---------- SOURCE INFORMATION

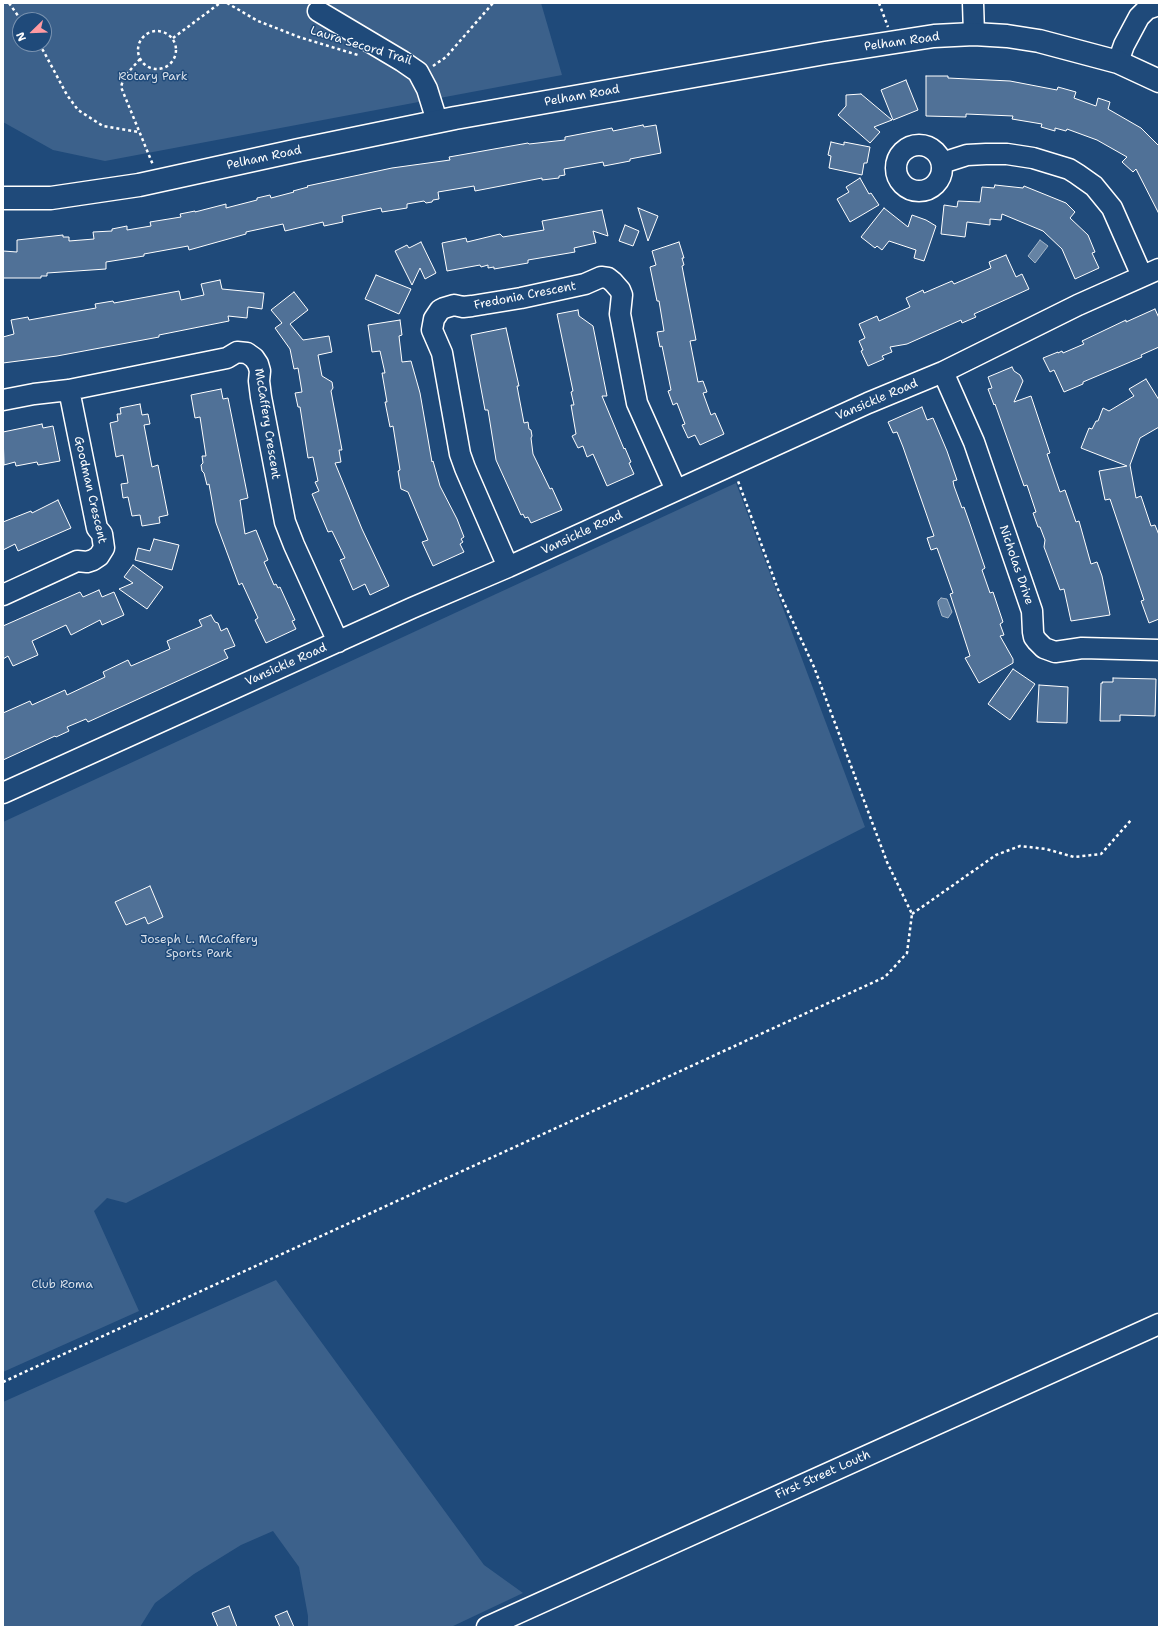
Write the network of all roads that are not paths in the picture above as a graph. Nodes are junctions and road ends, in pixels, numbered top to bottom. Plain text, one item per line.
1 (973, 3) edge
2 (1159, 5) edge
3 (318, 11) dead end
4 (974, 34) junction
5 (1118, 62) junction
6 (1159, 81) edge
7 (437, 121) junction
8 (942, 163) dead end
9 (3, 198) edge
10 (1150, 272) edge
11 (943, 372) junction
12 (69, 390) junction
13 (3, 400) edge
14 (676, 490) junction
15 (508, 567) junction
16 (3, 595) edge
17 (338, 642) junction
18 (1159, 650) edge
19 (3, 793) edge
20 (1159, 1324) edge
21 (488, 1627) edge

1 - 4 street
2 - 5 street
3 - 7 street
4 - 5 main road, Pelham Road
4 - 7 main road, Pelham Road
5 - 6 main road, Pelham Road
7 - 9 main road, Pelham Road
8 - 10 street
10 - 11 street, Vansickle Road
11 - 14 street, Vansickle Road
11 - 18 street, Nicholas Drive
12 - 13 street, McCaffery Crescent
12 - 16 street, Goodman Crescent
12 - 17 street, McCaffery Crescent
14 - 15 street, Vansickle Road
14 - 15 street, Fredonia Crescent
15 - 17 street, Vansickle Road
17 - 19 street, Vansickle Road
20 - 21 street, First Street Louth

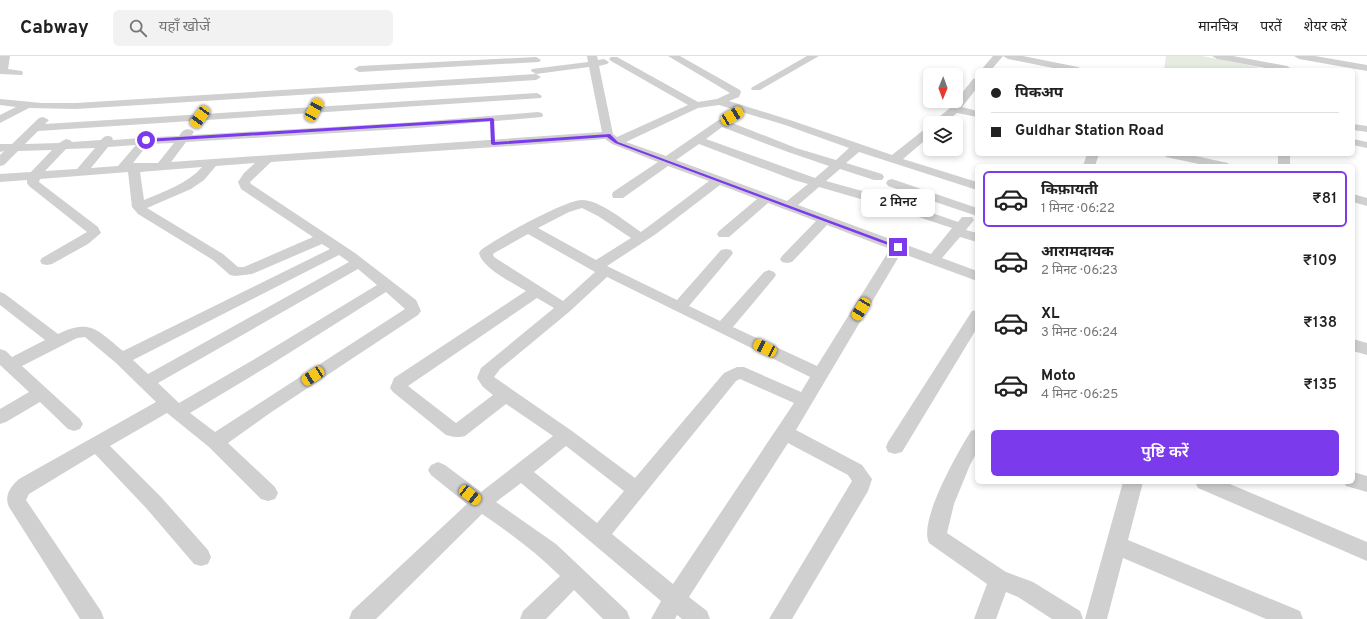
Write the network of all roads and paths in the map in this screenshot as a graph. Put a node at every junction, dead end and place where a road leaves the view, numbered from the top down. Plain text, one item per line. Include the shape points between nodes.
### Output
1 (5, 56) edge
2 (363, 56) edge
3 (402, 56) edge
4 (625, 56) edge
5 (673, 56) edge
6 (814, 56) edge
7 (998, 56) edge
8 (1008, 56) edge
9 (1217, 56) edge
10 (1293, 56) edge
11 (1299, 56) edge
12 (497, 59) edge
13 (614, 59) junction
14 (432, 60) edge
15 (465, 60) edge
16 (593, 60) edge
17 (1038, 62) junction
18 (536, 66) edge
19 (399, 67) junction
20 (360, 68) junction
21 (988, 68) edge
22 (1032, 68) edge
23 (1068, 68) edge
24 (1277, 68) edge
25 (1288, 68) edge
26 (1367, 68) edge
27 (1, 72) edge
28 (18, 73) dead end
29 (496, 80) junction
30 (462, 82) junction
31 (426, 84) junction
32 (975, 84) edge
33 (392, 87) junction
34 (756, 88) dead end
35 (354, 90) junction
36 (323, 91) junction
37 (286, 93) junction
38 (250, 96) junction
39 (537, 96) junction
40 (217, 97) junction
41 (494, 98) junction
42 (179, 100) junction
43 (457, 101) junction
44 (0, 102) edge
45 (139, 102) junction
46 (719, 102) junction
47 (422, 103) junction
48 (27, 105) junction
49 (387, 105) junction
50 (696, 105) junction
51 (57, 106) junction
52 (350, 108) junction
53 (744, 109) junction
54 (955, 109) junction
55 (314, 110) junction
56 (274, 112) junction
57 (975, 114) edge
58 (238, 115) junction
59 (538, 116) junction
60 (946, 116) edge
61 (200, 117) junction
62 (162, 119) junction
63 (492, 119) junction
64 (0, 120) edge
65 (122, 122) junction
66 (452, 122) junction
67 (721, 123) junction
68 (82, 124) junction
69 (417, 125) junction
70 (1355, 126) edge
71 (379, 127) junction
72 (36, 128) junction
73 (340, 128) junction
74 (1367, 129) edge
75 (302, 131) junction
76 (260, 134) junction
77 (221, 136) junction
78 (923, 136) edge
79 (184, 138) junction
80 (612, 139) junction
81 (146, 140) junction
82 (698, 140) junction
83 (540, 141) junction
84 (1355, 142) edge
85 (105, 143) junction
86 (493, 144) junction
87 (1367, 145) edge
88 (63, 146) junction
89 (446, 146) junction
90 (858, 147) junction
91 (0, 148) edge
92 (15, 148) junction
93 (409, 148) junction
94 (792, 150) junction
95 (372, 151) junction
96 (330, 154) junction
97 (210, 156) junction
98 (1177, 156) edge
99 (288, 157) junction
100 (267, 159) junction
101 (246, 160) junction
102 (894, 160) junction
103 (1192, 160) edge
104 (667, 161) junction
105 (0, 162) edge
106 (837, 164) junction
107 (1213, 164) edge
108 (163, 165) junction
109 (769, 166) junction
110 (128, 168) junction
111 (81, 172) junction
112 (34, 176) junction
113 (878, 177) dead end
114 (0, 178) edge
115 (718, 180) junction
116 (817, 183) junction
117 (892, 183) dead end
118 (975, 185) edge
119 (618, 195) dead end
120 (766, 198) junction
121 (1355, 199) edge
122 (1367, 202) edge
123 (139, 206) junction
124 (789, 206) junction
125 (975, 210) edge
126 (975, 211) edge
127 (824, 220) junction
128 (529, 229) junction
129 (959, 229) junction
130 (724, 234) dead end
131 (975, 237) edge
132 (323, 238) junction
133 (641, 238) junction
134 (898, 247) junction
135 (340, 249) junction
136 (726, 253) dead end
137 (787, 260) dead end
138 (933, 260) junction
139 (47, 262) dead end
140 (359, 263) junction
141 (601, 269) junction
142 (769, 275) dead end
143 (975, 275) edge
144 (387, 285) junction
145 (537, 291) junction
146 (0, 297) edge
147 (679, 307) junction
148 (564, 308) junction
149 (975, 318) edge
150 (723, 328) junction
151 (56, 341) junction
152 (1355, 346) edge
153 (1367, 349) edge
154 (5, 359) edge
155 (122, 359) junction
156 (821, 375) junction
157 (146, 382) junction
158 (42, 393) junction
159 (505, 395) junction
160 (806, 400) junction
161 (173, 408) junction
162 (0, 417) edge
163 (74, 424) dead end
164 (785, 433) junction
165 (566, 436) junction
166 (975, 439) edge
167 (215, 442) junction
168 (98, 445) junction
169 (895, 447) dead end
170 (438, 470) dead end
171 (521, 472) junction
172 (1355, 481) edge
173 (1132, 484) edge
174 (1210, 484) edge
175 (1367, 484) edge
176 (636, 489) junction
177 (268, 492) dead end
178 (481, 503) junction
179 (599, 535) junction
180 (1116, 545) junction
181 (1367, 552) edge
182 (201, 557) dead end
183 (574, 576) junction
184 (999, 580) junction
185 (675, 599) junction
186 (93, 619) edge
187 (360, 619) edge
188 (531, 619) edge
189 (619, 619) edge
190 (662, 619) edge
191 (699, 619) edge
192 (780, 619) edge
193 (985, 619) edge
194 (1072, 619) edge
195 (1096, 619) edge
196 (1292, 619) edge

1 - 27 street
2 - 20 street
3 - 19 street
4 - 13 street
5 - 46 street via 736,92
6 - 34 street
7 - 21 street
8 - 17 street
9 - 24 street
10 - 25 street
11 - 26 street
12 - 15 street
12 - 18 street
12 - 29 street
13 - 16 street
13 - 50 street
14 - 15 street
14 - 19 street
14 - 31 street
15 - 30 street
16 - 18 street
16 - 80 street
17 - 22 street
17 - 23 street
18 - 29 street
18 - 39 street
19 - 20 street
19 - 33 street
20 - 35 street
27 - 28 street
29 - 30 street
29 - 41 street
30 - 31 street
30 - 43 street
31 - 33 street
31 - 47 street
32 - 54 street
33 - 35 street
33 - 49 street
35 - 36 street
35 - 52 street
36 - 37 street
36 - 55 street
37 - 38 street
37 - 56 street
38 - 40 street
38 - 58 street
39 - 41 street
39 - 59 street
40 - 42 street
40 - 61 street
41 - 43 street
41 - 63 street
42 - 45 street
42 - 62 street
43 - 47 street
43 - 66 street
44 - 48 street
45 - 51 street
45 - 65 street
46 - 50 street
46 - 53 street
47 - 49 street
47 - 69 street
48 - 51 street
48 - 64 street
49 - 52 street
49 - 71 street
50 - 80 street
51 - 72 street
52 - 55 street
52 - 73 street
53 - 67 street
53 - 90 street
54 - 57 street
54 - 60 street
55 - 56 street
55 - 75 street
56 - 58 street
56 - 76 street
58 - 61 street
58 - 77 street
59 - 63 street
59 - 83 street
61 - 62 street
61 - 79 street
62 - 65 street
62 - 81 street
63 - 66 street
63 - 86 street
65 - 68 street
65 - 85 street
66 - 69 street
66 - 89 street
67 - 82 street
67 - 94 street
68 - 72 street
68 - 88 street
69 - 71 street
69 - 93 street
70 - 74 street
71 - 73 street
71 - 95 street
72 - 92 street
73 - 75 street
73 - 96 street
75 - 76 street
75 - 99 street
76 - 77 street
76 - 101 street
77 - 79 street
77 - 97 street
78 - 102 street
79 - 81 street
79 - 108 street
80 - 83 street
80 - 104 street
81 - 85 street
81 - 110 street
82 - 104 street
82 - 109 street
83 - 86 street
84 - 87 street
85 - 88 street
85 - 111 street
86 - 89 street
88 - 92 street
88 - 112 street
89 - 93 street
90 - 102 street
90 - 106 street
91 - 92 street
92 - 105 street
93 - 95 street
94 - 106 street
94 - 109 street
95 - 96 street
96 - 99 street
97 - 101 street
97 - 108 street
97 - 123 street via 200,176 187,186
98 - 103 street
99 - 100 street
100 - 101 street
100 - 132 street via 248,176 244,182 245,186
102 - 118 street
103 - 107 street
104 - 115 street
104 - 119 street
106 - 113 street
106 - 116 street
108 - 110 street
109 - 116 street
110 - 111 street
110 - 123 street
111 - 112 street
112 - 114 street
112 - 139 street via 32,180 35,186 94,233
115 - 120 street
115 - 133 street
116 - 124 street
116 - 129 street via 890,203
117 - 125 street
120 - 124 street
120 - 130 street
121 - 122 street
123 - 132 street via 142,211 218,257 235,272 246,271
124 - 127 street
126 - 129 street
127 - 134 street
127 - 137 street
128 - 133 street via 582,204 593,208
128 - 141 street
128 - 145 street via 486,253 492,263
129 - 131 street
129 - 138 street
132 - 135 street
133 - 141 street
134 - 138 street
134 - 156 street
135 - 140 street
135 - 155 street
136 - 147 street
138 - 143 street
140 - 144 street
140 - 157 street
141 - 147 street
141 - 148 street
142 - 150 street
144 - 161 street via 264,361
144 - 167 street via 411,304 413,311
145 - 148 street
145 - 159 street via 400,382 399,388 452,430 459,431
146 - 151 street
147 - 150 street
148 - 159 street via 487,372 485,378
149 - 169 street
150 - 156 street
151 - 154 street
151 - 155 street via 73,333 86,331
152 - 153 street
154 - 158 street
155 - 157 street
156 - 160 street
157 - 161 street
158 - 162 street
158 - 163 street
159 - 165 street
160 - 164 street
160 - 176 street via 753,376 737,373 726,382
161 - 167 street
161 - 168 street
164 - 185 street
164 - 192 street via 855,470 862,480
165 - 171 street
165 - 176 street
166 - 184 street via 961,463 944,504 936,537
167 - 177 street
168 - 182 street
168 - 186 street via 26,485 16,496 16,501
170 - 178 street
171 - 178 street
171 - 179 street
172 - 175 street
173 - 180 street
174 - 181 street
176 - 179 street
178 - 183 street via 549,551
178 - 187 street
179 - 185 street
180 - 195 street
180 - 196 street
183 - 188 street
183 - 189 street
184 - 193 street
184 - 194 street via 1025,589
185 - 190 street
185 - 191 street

--------------------

→ **GOAL OF THE EXERCISE**: Looking at the entries above, count the lines that contain the string "roads", then give the number and nothing else.

→ **EXERCISE RESULT**: 2